● Activity: Select the lines below containing the word "function".

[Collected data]
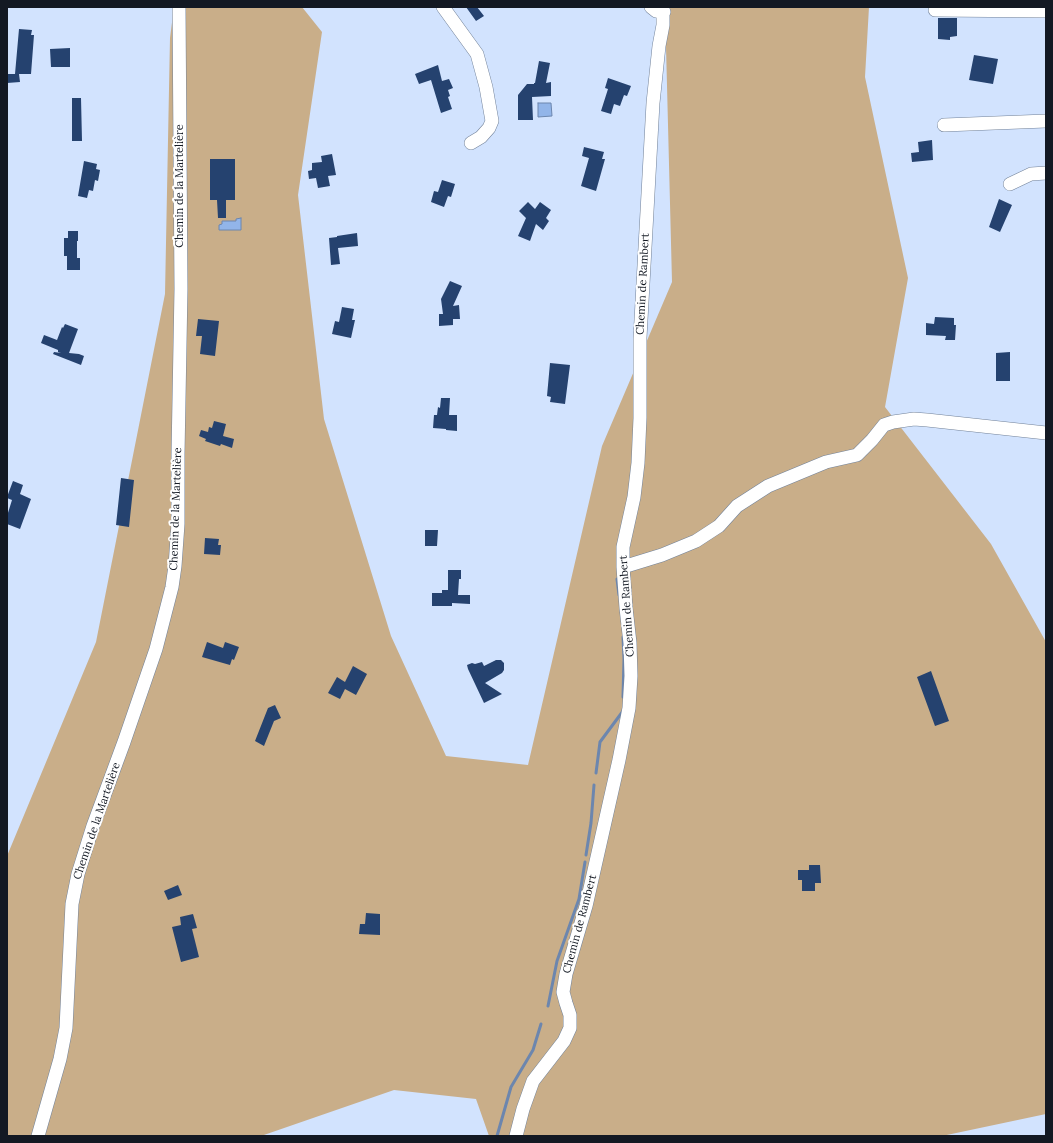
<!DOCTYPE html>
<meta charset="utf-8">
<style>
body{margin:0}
#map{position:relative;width:1053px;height:1143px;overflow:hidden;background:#d2e3fe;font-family:Lora,serif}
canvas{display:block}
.frame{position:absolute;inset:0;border:8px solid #131923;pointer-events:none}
</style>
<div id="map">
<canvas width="1053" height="1143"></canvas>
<div class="frame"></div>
</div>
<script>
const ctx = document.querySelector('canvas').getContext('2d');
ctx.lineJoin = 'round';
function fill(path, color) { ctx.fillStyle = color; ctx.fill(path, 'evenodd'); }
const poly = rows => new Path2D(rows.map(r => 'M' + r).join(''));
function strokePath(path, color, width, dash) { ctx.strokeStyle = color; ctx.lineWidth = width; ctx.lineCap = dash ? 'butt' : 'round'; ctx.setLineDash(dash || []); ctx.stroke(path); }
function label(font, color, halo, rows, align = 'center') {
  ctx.font = font + ' Lora,serif'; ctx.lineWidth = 4; ctx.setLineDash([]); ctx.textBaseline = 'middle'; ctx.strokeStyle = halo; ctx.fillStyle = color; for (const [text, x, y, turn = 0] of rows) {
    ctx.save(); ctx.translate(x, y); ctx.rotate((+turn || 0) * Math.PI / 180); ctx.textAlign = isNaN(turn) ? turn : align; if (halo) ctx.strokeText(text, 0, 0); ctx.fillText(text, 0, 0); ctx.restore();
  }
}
fill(poly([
 [174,7,302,7,322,32,298,195,324,419,391,636,446,756,528,765,602,446,672,282,665,7,869,7,865,77,908,278,885,407,991,544,1046,642,1046,1114,942,1136,489,1136,476,1099,394,1090,261,1136,7,1136,7,856,96,642,165,294,170,38]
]), '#c9ae89');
const water = poly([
 [538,103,551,103,552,116,538,117,538,103],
 [241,218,241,230,219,230,219,225,222,224,222,221,236,221,236,219,241,218]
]);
fill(water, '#92b5e9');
strokePath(water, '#6c86ae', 1);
strokePath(poly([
 [617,579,619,595],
 [623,637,624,659,623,697],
 [596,773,600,742,623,711],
 [586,855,591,823,594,785],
 [548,1006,557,961,579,899,585,862],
 [497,1136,511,1087,533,1050,541,1024]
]), '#6c86ae', 3);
fill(poly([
 [466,7,477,7,484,16,476,21],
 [938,18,957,18,957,36,950,37,950,40,938,39],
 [19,29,32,30,31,35,34,35,31,74,19,74,20,82,7,83,7,74,15,74],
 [70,48,70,67,51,67,50,49],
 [974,55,998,59,993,84,969,80],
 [539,61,550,63,546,83,551,82,551,96,532,97,533,120,518,120,518,95,527,84,534,84,534,83,535,83],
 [438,65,442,81,449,79,453,88,448,90,450,96,448,97,452,109,441,113,431,80,419,84,415,74],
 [608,78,631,86,627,96,624,95,620,106,614,104,611,114,601,111,608,89,605,88],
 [72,98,81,98,82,141,72,141],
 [932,140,933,160,912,162,911,153,919,152,918,142],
 [584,147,604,152,602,159,605,159,596,191,581,186,589,158,582,156],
 [332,154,336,175,328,176,330,186,318,188,316,178,309,179,308,171,312,170,312,163,322,162,321,156],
 [210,159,235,159,235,200,226,200,226,218,218,218,217,200,210,200],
 [84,161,97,164,96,169,100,170,98,181,95,180,93,191,89,190,87,198,78,196],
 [442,180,455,184,451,197,448,196,444,207,431,202,434,191,438,192],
 [999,199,1012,205,1000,232,989,227],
 [528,202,535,209,540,202,551,210,546,218,549,221,543,230,536,224,530,241,518,236,526,218,519,211],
 [68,231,78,231,78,241,77,241,77,258,80,258,80,270,67,270,67,256,64,256,64,238,68,238],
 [357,233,358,246,338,248,340,264,331,265,329,238,337,237,337,236],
 [450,281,462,286,453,306,459,305,460,319,453,319,453,325,439,326,439,314,443,314,441,299],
 [342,307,354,309,352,320,355,320,351,338,332,334,335,321,339,322],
 [935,317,954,318,954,325,956,325,955,340,945,340,946,336,926,335,926,323,934,324],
 [198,319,219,321,215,356,200,354,202,336,196,336],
 [65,324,78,329,69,353,79,354,84,356,81,365,53,354,54,352,61,353,58,352,58,350,41,343,44,335,57,340,62,327,63,328],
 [1010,352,1010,381,996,381,996,353],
 [550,363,570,365,565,404,550,402,551,397,547,396],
 [441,398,450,398,449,415,457,415,457,431,446,430,446,429,433,428,434,415,437,415,438,407,440,408],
 [214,421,226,424,223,436,234,439,232,448,221,444,220,446,205,441,206,439,199,436,201,430,208,432,209,427,212,428],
 [121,478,134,480,129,527,116,525],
 [13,481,23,485,20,494,31,499,20,529,7,524,7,516,12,500,7,498,7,497],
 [425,530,438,530,437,546,425,546],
 [205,538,219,539,218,545,221,545,220,555,204,554],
 [448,570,461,570,461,579,459,579,458,595,470,595,470,604,452,603,452,606,432,606,432,593,442,593,442,590,448,590],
 [207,642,223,648,225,642,239,647,234,660,232,659,230,665,202,657],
 [496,660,501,660,504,663,504,670,502,673,485,683,502,694,484,703,468,669,467,665,472,663,475,664,482,662,484,666],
 [353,666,367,674,356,695,345,689,340,699,328,693,337,677,345,682],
 [931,671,949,721,935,726,917,677],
 [275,705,281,718,274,721,264,746,255,741,268,708],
 [809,865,820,865,821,883,815,883,815,891,802,891,802,880,798,880,798,870,809,870],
 [178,885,182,895,168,900,164,891],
 [366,913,380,914,380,935,359,934,360,924,365,924],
 [193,914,197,928,192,929,199,957,181,962,172,927,181,925,180,917]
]), '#25426f');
const minor = poly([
 [443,7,477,54,486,87,492,121,489,128,481,137,471,143],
 [651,7,656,11,664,12],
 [935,10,1046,11],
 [944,125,1046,121],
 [1010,184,1031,174,1046,173],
 [623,567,662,555,696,541,719,526,737,506,768,486,826,462,857,455,872,440,884,425,893,422,914,419,927,420,1046,433],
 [38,1136,60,1059,66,1028,72,904,78,874,93,826,124,742,156,649,172,587,175,566,178,524,178,454,181,289,179,7],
 [516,1136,523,1109,533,1081,564,1041,570,1028,570,1015,566,1003,563,992,566,974,586,906,619,760,629,708,631,676,630,643,626,608,623,567,623,547,634,497,638,463,640,418,640,338,653,103,659,46,663,25,663,7]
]);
strokePath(minor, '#728299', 14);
strokePath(minor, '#fff', 13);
label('11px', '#131923', '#fff', [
 ["Chemin de la Martelière",180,186,-90],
 ["Chemin de Rambert",643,284,-87],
 ["Chemin de la Martelière",176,509,-88],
 ["Chemin de Rambert",627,606,-94],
 ["Chemin de la Martelière",97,821,-71],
 ["Chemin de Rambert",580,924,-75]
]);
</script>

● Response to the task:
function fill(path, color) { ctx.fillStyle = color; ctx.fill(path, 'evenodd'); }
function strokePath(path, color, width, dash) { ctx.strokeStyle = color; ctx.lineWidth = width; ctx.lineCap = dash ? 'butt' : 'round'; ctx.setLineDash(dash || []); ctx.stroke(path); }
function label(font, color, halo, rows, align = 'center') {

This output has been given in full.